Keywords:
Physics in Medical Imaging, Radiation physics, CT, Physics, Quality assurance, Retrospective, Not applicable, Performed at one institution
Authors:
M. Afadzi, H. K. Andersen, K. Jensen, I. H. R. Hauge, A. Dybwad, B. H. Østerås, A. C. Martinsen; Oslo/NO
DOI:
10.26044/ecr2020/C-11362
Results
CT number
Time averaged CT numbers for each sensitometric inserts are displaced in Table 2 . HU of different materials showed a linear relationship (R2 = 0.9985) with their respective attenuation coefficients over time (Fig. 2A). Data from the same scanner revealed minor drifts (≤ 8%) from baseline values for all inserts with the exception of polystyrene, where the deviations (13% for scanner A and -12% for scanner E) were outside the recommended limits [5] (Fig. 2B).

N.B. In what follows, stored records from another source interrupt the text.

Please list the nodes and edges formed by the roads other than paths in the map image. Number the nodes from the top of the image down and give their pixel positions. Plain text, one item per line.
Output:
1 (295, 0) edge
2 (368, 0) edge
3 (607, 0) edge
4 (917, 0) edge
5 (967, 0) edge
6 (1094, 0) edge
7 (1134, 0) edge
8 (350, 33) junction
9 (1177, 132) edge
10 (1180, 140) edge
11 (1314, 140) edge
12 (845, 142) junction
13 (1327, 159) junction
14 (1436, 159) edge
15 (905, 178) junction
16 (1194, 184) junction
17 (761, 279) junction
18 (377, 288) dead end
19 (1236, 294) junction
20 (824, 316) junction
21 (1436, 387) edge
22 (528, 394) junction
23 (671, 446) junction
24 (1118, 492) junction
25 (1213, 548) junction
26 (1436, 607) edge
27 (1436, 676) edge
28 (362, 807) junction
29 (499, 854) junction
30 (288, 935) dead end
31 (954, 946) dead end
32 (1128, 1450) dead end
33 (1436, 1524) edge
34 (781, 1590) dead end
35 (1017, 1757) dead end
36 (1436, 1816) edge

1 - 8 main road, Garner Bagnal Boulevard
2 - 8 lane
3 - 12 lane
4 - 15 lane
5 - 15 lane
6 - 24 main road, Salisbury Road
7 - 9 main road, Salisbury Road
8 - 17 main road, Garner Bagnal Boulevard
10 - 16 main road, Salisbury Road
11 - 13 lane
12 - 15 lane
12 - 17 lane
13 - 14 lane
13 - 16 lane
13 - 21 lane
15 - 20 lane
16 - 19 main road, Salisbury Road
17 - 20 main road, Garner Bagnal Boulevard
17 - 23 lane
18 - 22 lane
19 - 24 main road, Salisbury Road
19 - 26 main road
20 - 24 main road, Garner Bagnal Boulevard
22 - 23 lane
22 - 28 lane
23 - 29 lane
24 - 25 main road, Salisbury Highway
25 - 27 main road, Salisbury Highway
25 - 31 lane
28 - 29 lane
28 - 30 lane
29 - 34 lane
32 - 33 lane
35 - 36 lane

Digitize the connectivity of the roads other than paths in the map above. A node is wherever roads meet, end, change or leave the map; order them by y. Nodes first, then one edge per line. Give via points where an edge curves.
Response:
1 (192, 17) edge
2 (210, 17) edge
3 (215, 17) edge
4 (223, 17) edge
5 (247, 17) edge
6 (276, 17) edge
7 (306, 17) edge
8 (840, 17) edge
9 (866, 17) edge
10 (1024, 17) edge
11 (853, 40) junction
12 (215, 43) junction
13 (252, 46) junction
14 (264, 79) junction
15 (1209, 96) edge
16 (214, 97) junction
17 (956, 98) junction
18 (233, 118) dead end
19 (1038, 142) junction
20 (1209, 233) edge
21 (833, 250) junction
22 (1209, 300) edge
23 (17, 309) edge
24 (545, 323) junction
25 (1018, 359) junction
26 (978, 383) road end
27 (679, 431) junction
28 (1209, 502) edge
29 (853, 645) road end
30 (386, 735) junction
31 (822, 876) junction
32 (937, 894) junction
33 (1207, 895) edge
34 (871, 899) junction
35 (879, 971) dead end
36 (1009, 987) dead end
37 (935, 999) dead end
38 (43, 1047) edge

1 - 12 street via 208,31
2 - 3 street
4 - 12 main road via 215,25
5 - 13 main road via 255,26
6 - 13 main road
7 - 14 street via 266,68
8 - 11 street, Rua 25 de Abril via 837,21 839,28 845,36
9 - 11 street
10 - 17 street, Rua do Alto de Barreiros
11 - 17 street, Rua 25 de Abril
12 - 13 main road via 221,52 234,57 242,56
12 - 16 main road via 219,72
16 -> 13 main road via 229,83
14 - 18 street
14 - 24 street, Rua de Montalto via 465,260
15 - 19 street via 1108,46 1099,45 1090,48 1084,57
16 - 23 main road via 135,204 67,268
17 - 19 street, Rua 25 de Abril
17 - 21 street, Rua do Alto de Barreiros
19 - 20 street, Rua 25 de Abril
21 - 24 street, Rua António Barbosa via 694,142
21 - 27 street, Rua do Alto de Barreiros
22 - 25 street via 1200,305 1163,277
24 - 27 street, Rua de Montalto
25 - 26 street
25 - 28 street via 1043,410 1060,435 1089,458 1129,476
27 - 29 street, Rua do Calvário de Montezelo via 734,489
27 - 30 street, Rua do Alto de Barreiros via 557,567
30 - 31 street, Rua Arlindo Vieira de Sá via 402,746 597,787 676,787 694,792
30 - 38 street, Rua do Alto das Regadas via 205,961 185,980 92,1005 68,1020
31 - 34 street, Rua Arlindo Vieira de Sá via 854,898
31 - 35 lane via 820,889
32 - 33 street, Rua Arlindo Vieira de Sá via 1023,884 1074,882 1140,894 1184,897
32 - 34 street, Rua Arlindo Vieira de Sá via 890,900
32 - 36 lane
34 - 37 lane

Compared to theoretical values, there was a drift in HU of all inserts irrespective of scanner type and the largest drifts were found for PMP (≥ -14%), LDPE (≥ -16%), and polystyrene (≥ -34%, Fig. 2C) inserts.
Slice thickness
The change in slice thickness for all scanners differed only by a maximum of ±0.4 mm compared to the nominal value (Fig. 3A). Thus, all slice thickness measured were within the tolerance limit (≤ ±1 mm of the nominal value). In spite of the fact that all measured slice thickness were within acceptable limit, scanners A, C and D (same vendor) showed 5 – 7% deviation from nominal values whereas almost no deviations were found with the other scanners (Fig. 3B).
Noise and uniformity
In general, image noise and HU uniformity measured over time were within the tolerance limits [2, 3, 5]. Consequently, only minor changes in image noise (< ±10% of baseline values) and HU uniformity (ΔHU < 3 HU) were observed for all scanner types over time (Fig. 4). With the exception of scanner C and G, relatively large variations in HU uniformity were seen from one measurement to the next despite the fact that they were within the acceptable limit.
Low contrast resolution
Temporal variation of estimated size of the smallest detectable object for 0.5% contrast is displayed in Fig. 5A whereas Fig. 5B shows the time average results for each of the three contrast levels (1%, 0.5%, and 0.3%). Apart from scanners A and D, low contrast resolution at 0.5% was stable over time for all scanners. However, compared with baselines values, low contrast resolution of all contrast levels are within recommended limits [2, 3, 5] regardless of scanner type.
MFT
Spatial resolution at 10% MTF for all scanners over time is shown in Fig. 6A, whereas spatial resolutions for all critical frequencies are represented in Fig. 6B. The results show almost stable MTF at all critical frequencies over time irrespective of vendor. Consequently, measured MTFs were within 0.5 lp/cm or ± 10% of the value specified by the vendors.